A Singapur se le han criticado dos componentes de su doble estrategia. El primero es que se trata de un éxito, como elocuentemente lo describiría Paul Krugman a mediados de los 90, de “transpiración más que de inspiración”. Singapur logró una movilización masiva de trabajadores y capital “que habría enorgullecido a Stalin”, sin generar nuevas tecnologías o conocimiento: “La participación empleada de la población aumentó del 27 al 51 por ciento. Los estándares educativos de esa fuerza laboral se actualizaron dramáticamente: mientras que en 1966 más de la mitad de los trabajadores no tenían educación formal, en 1990 dos tercios habían completado la educación secundaria. Sobre todo, el país había realizado una inversión increíble en capital físico: la inversión como proporción de la producción aumentó de 11 a más del 40 por ciento”. Pero la eficiencia o productividad de los trabajadores no había aumentado tanto hasta entonces, ni lo haría en los años posteriores hasta nuestros días. En este sentido no se trataba de un milagro de innovación, sino de organización, trabajo y ahorro.

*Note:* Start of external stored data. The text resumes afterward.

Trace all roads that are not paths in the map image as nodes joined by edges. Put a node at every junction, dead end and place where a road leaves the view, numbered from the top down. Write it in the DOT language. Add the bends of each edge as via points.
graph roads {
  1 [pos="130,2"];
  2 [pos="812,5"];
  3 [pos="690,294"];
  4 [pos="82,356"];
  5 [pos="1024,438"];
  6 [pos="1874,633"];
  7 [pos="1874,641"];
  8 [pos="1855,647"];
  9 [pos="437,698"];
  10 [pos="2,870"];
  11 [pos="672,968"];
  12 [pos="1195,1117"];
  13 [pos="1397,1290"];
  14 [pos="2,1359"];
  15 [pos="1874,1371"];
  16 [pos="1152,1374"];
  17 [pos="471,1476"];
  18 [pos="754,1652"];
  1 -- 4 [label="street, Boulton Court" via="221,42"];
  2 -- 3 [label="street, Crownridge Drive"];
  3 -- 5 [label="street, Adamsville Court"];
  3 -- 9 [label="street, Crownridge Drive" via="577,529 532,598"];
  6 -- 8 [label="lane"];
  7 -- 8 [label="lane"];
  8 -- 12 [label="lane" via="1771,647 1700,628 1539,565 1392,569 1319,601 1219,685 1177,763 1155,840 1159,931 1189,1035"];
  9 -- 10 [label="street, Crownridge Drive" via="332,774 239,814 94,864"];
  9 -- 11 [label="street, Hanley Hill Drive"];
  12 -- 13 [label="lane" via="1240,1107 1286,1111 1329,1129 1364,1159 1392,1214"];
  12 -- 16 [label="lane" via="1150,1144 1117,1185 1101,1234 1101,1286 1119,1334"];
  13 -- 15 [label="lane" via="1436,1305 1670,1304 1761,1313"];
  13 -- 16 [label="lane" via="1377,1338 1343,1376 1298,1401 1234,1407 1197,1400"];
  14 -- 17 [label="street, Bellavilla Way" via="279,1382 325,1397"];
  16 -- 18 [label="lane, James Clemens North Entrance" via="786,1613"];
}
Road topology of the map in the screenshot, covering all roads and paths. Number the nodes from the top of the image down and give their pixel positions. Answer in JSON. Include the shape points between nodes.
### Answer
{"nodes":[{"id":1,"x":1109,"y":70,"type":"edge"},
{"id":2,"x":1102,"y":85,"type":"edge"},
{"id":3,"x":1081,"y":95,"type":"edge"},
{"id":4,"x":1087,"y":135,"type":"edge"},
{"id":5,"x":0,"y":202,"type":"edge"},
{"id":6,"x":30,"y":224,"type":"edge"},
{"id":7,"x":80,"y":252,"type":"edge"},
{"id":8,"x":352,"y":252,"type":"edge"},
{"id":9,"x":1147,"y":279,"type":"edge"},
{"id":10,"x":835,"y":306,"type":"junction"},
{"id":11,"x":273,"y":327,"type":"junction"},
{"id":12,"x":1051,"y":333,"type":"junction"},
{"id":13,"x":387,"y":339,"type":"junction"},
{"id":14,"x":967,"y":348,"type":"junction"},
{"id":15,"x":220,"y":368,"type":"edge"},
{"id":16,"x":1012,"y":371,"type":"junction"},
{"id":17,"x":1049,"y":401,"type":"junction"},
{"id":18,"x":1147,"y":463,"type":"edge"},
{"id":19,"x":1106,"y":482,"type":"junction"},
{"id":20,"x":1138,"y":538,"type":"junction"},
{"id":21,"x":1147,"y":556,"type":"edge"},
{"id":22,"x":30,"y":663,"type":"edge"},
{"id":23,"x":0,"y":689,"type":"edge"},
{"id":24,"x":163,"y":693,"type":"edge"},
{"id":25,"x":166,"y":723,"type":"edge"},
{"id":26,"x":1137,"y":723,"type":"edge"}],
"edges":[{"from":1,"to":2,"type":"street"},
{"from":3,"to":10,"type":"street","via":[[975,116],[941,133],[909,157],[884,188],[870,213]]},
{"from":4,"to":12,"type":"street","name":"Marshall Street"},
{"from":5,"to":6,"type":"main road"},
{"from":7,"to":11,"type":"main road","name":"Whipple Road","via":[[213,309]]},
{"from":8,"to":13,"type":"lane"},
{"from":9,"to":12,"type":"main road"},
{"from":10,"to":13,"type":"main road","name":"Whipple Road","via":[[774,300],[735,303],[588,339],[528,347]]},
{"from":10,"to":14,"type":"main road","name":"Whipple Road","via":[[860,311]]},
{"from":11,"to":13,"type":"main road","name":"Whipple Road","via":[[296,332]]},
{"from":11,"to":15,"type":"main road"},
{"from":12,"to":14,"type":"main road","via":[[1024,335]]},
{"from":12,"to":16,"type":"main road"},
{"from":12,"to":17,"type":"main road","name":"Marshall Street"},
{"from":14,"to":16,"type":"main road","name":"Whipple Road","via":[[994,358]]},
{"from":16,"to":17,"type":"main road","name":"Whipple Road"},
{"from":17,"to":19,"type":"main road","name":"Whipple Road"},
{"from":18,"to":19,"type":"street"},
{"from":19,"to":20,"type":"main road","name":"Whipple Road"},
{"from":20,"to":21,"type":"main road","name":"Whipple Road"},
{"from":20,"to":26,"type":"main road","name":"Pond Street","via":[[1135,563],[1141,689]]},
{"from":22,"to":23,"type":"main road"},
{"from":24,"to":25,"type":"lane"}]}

El segundo componente sujeto a debate es que la estrategia descansó en la fuerza de un régimen de partido preponderante, liderado por un hombre fuerte en el poder por más de 30 años, intolerante frente a los movimientos sindicales, aunque simpatizante con las políticas de bienestar social. ¿Acaso se requiere un régimen autoritario para alcanzar el éxito económico? La evidencia es mixta.
Como sea, el éxito de Singapur no deja de asombrar. Si hace 30 años su ingreso por persona empataba al de Estados Unidos –después de venir de mucho más abajo–, hoy lo supera en casi 70 por ciento: 108 mil contra 64 mil dólares. Singapur está hoy junto con Luxemburgo e Irlanda entre los países más ricos del mundo.
Lee Kuan Yew encontró la salida en el pragmatismo: “Los líderes del tercer mundo creían en la teoría de la explotación neocolonialista (por parte de las empresas multinacionales), pero Keng Swee (el ministro de Finanzas) y yo no estábamos impresionados. Teníamos problemas de la vida real qué resolver y no podíamos darnos el lujo de estar circunscritos a ninguna teoría o dogma”. Y remató: “Si tuviera que elegir una palabra para explicar por qué Singapur consiguió el éxito, es la ‘confianza’. Es la que llevó a los inversionistas extranjeros a ubicar sus fábricas y refinerías aquí”.